◆ **SUPPLIED DATA**

☆ ☆ ☆ ☆

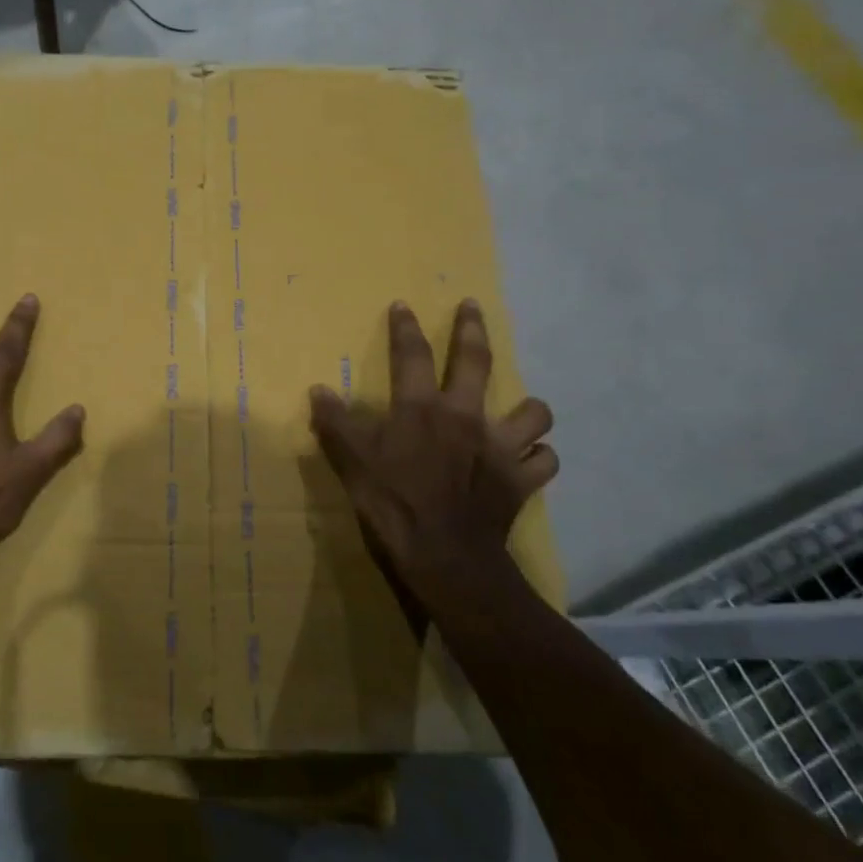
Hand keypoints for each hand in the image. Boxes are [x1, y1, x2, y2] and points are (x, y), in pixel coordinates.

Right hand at [309, 299, 555, 603]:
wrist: (444, 556)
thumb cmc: (393, 504)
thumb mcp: (353, 462)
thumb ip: (336, 423)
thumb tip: (318, 390)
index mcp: (422, 409)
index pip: (411, 355)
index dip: (405, 327)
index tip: (404, 306)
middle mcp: (466, 416)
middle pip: (476, 361)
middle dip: (472, 328)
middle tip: (471, 307)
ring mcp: (500, 447)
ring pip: (533, 412)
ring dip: (528, 408)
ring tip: (521, 409)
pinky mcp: (521, 480)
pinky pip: (544, 461)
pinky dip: (539, 457)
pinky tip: (529, 460)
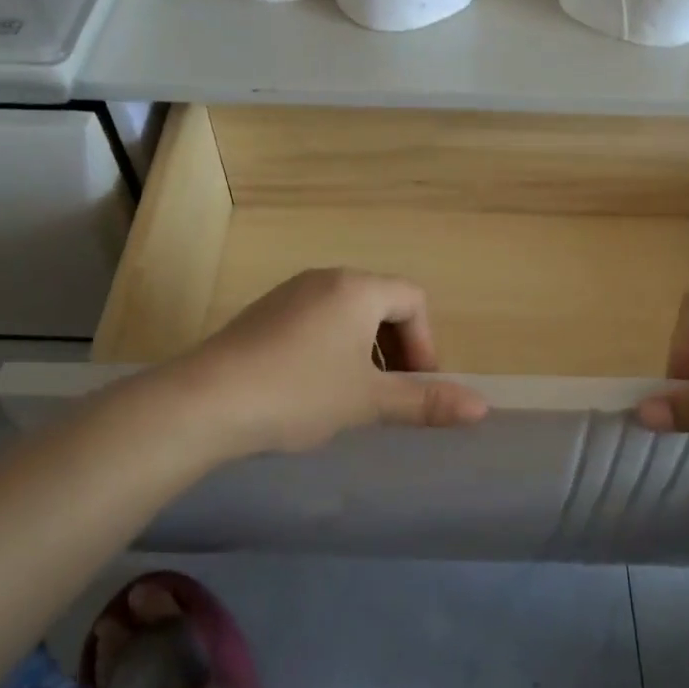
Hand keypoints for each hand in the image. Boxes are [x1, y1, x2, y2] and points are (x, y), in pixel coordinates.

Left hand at [172, 268, 488, 456]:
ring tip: (353, 396)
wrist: (205, 402)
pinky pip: (315, 321)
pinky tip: (312, 390)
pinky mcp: (262, 314)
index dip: (426, 343)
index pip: (413, 299)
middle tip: (390, 394)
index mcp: (356, 288)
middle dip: (397, 348)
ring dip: (364, 351)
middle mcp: (324, 279)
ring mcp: (289, 294)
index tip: (416, 387)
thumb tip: (482, 409)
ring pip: (347, 314)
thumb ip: (425, 402)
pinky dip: (331, 349)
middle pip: (381, 303)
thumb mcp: (368, 401)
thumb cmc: (299, 393)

☆ ☆ ☆ ☆

◆ **REQUIRED WORK**
From the line with "index tip: (404, 306)" through the final line of the records above, return each line exactly and nothing else. Pictures are to be skipped.

◆ **RESPONSE FOR THIS EXERCISE**
index tip: (404, 306)
middle mcp: (466, 416)
middle pip: (476, 361)
middle dip: (472, 328)
middle tip: (471, 307)
ring mcp: (500, 447)
ring pip: (533, 412)
ring dip: (528, 408)
ring tip: (521, 409)
pinky mcp: (521, 480)
pinky pip: (544, 461)
pinky dip: (539, 457)
pinky tip: (529, 460)
Hand keypoints for each hand in the image. Boxes are [x1, y1, x2, y2] and points are (x, y), in pixel coordinates.

Left hand at [172, 268, 488, 456]:
ring tip: (353, 396)
wrist: (205, 402)
pinky pip: (315, 321)
pinky tip: (312, 390)
pinky mcp: (262, 314)
index dip: (426, 343)
index pip: (413, 299)
middle tip: (390, 394)
index mcp: (356, 288)
middle dip: (397, 348)
ring dip: (364, 351)
middle mcp: (324, 279)
ring mcp: (289, 294)
index tip: (416, 387)
thumb tip: (482, 409)
ring pip: (347, 314)
thumb ip: (425, 402)
pinky dip: (331, 349)
middle pip: (381, 303)
thumb mcp: (368, 401)
thumb cmc: (299, 393)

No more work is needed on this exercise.